[Keypoint text descriptions]
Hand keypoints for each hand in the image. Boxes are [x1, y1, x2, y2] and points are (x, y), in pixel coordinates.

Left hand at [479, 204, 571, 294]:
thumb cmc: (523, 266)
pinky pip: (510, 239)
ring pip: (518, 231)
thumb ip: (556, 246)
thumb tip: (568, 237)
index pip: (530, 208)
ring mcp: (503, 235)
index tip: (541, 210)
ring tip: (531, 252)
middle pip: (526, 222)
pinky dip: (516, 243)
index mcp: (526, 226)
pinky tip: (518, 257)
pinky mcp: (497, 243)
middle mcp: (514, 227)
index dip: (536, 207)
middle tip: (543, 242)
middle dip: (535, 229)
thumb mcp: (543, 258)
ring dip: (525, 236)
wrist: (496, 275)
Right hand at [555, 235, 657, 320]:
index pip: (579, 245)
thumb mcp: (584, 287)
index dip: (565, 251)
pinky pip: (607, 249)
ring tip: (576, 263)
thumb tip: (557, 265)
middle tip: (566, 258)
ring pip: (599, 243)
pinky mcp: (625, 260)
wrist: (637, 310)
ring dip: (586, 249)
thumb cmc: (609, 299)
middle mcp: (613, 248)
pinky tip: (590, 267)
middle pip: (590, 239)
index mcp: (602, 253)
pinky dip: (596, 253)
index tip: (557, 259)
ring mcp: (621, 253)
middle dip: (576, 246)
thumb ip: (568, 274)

...

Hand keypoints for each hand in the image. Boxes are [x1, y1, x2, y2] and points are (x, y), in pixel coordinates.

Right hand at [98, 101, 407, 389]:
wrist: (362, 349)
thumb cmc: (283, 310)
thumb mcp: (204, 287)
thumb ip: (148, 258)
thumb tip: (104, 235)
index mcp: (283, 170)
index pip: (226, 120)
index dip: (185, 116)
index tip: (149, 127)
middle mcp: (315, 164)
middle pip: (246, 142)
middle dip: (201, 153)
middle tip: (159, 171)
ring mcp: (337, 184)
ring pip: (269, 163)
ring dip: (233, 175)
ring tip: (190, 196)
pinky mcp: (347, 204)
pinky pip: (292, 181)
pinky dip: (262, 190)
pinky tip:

▸ **TASK OBJECTIVE**: List every line above that contains the word "thumb".

▸ **RESPONSE BOX**:
thumb cmc: (523, 266)
thumb ip: (556, 246)
thumb tip: (568, 237)
thumb mcp: (543, 258)
thumb mcp: (584, 287)
thumb tip: (557, 265)
thumb cmc: (609, 299)
thumb ip: (568, 274)
thumb cmc: (283, 310)
thumb mcp: (204, 287)
thumb ip: (148, 258)
thumb tip: (104, 235)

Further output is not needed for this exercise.